## Import Libraries

In [7]:
import pandas as pd

## Read csv file to dataframe.

In [8]:
# Read data file.
# Skip last 5 rows in data file as these are not part of data.
df = pd.read_csv("Education_Data_Raw.csv", 
                 skipfooter=5, engine='python')

## Process Data

In [9]:
# Rename column headers based on Year.
df.columns = list(df.columns[:4]) + ["Value" + x.split()[0] for x in df.columns[4:]]
df.columns

# Convert appropriate columns to numeric data.
yr_cols = df.columns[4:]
for col in yr_cols:
    df[col] = pd.to_numeric(df[col], errors='coerce')

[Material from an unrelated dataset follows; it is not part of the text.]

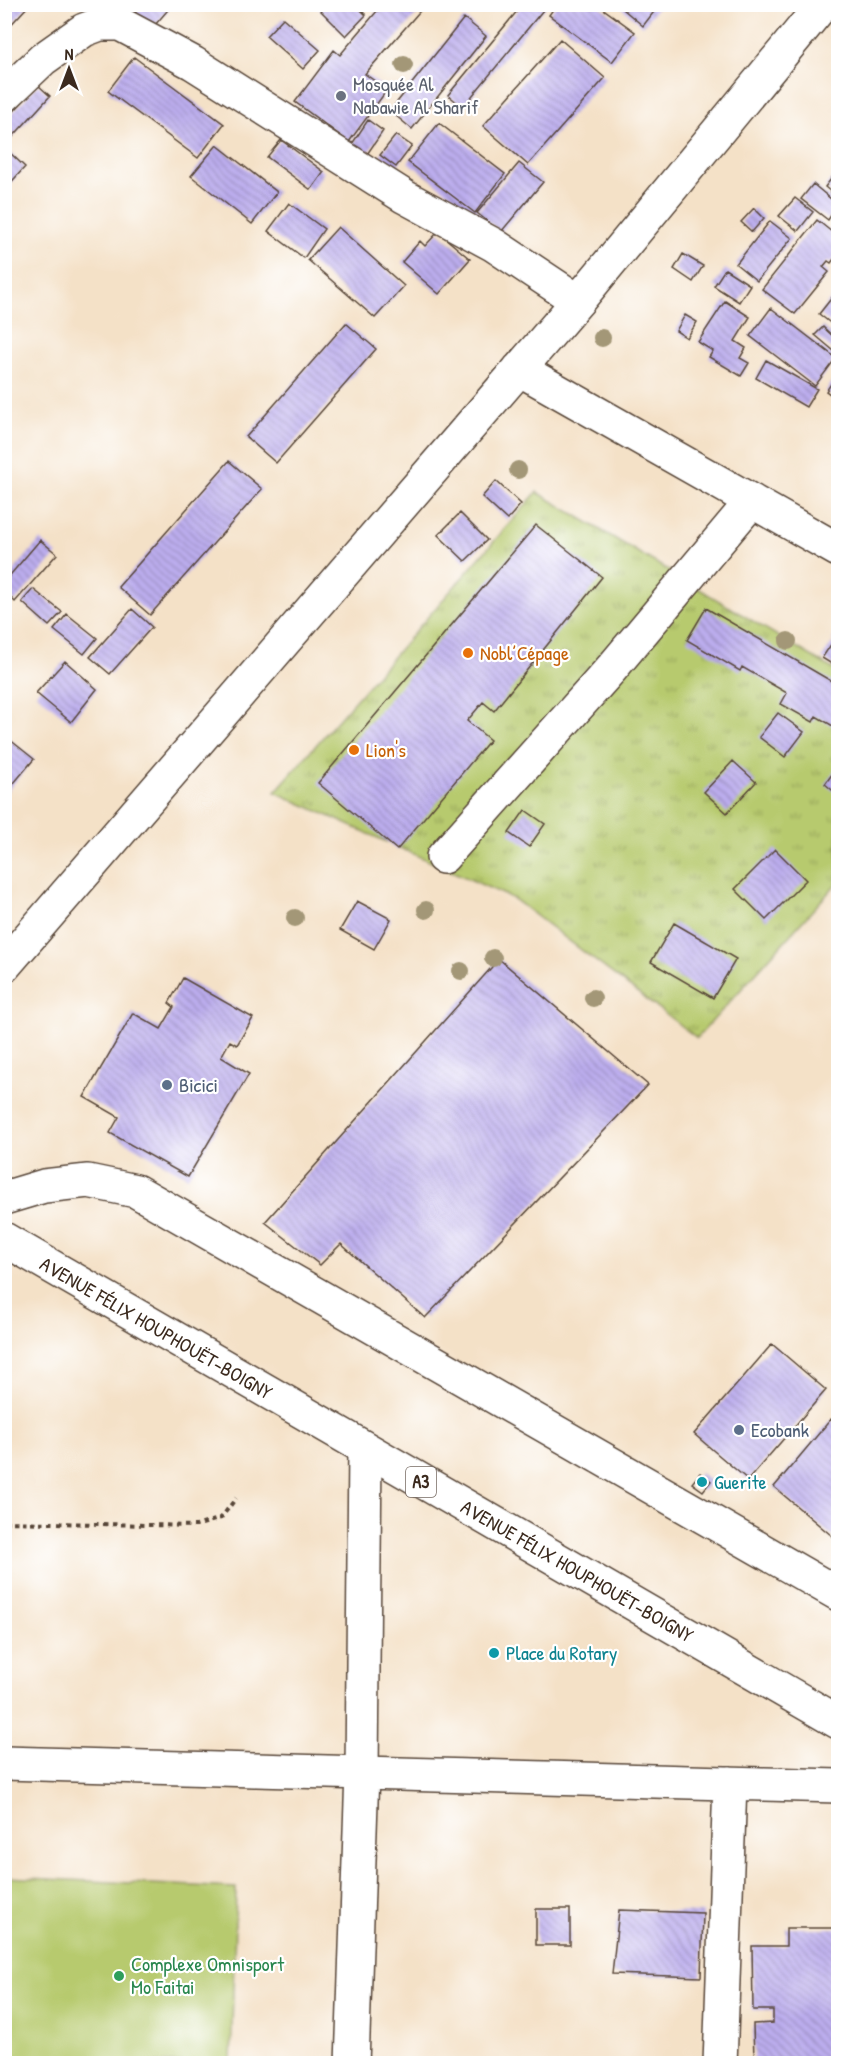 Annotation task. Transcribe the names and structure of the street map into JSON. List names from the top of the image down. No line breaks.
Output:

# Fill missing values with row average of year values.
df = df.apply(lambda row: row.fillna(row[yr_cols].mean()), axis=1)
df

# Convert dataframe from wide to long format.
df = pd.wide_to_long(df, ["Value"], i=["Country Name", df.columns[0]], j="Year")
df.reset_index(inplace=True)

# Reshape data from long to wide format.
df = df.pivot(index=["Country Name", "Year"], columns="Series Name", values="Value")
df.reset_index(inplace=True)

# Add 'Education_Key' column.
df['Education_Key'] = range(0, len(df))

# Rearrange columns in df.
cols = df.columns
cols = cols[[0, 1, 14, 5, 6, 8, 9, 7, 10, 12, 13, 11, 4, 2, 3]]
df = df[cols]

# Rename columns.
cols_names = [
    "Country",
    "Year",
    "Education_Key",
    "Public_Education_Spending",
    "School_Enrollment_Primary_%Gross",
    "School_Enrollment_Primary_Female_%Gross",
    "School_Enrollment_Primary_Male_%Gross",
    "School_Enrollment_Primary_%Net",
    "School_Enrollment_Secondary_%Gross",
    "School_Enrollment_Secondary_Female_%Gross",
    "School_Enrollment_Secondary_Male_%Gross",
    "School_Enrollment_Secondary_%Net",
    "Primary_Completion_Rate",
    "Primary_Completion_Rate_Female",
    "Primary_Completion_Rate_Male",
]
df.columns = cols_names

## Write data to csv file.

In [6]:
df.to_csv('Education_Processed_Table.csv', index=False)